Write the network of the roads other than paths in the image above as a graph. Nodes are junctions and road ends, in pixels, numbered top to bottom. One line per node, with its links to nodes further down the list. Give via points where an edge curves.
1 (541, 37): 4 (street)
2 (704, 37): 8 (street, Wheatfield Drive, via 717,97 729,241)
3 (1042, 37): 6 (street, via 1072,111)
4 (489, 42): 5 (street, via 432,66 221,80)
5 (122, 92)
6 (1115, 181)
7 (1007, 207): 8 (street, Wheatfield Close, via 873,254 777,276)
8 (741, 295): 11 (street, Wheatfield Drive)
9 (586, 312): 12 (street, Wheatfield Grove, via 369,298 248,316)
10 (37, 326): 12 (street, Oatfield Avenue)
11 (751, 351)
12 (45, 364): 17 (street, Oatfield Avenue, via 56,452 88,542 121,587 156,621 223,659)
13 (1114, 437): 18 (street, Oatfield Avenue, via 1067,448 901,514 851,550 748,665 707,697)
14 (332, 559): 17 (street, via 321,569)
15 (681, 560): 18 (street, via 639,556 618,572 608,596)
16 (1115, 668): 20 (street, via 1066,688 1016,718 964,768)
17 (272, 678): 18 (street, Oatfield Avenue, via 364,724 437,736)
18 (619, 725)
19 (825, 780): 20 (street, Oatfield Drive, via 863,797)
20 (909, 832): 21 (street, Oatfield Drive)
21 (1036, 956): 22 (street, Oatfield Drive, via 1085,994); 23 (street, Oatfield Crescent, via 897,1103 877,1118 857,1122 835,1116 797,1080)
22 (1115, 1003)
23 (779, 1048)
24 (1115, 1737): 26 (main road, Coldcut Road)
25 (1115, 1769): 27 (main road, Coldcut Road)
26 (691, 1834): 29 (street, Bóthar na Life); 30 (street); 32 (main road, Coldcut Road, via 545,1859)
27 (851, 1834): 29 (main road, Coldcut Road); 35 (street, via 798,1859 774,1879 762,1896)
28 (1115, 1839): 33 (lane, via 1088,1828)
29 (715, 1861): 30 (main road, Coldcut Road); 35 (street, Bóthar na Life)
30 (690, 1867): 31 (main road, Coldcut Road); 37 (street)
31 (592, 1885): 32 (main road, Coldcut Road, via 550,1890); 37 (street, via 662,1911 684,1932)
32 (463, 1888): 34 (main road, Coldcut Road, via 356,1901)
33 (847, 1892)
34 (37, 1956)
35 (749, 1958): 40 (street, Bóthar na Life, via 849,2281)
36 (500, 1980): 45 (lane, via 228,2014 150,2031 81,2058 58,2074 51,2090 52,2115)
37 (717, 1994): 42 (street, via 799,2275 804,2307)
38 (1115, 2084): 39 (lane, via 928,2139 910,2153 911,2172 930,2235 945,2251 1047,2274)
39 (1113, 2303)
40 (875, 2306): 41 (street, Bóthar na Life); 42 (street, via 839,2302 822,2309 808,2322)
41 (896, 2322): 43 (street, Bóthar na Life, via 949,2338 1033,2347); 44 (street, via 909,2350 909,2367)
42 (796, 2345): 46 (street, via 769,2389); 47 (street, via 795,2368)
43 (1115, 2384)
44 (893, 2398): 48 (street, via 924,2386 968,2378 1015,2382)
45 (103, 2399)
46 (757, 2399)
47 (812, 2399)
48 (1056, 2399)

---

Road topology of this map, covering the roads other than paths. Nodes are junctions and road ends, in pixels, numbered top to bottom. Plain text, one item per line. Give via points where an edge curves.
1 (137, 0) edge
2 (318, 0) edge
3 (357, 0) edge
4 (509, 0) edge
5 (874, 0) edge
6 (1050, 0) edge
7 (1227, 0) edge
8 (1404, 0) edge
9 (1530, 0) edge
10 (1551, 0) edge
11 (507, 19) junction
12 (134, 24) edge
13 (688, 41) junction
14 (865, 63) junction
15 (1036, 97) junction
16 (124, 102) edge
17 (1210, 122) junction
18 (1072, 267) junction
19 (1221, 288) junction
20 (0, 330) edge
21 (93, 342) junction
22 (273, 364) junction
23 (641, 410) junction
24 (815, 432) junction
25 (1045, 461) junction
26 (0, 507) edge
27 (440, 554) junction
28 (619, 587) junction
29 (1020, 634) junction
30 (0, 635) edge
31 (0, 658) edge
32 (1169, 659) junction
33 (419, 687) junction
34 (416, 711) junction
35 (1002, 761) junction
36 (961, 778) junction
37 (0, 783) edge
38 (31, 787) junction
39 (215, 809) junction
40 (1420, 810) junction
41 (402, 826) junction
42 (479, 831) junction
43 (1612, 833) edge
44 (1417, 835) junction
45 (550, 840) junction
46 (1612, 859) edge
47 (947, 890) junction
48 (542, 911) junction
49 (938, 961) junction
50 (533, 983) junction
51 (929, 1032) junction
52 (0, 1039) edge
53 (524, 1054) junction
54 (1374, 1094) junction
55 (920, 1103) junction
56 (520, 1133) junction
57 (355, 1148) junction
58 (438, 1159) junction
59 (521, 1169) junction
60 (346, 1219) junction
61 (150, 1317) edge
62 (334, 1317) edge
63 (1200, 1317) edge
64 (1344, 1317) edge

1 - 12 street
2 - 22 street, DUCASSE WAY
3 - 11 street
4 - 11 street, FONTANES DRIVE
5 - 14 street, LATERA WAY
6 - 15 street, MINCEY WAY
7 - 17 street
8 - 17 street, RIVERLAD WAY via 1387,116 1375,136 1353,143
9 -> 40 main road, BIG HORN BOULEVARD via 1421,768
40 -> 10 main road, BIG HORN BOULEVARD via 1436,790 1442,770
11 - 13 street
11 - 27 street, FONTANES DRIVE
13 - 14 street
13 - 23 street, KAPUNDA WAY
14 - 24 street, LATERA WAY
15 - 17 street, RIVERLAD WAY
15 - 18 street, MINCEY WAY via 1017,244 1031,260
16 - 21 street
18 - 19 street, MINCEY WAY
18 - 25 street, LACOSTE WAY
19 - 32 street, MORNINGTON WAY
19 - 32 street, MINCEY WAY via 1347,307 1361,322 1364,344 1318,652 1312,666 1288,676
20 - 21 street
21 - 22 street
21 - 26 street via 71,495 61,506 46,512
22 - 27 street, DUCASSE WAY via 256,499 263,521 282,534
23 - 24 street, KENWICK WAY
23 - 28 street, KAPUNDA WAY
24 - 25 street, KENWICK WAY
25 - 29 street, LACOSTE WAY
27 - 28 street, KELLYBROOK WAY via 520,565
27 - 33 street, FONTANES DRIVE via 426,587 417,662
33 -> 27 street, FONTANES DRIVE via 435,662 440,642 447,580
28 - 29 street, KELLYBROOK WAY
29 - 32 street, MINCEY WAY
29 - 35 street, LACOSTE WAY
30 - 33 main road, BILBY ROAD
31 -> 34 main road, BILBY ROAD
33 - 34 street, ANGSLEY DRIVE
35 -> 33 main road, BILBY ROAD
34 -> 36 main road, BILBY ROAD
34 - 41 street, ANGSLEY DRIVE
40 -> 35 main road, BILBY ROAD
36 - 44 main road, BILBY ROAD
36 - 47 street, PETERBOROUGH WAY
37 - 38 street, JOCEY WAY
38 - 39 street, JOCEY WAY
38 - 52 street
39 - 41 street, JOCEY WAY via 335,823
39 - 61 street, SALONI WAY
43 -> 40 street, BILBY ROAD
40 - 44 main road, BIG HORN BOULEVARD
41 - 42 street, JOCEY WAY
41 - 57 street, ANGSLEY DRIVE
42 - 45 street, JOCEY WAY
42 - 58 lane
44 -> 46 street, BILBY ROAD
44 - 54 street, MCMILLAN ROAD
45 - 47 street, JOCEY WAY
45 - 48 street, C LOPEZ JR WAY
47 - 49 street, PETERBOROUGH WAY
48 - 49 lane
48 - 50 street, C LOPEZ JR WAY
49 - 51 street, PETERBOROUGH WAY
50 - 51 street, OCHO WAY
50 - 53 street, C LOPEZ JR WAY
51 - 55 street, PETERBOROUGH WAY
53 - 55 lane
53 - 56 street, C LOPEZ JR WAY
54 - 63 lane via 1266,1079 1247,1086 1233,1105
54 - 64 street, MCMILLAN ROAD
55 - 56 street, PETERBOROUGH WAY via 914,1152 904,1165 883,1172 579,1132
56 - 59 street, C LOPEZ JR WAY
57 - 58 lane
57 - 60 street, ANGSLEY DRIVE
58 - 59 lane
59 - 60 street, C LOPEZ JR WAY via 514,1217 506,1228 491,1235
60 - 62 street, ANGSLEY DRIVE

What needs to be done - Tally the lines of the listing that contain "KAPUNDA" and give the tally alone.

Answer to this exercise - 2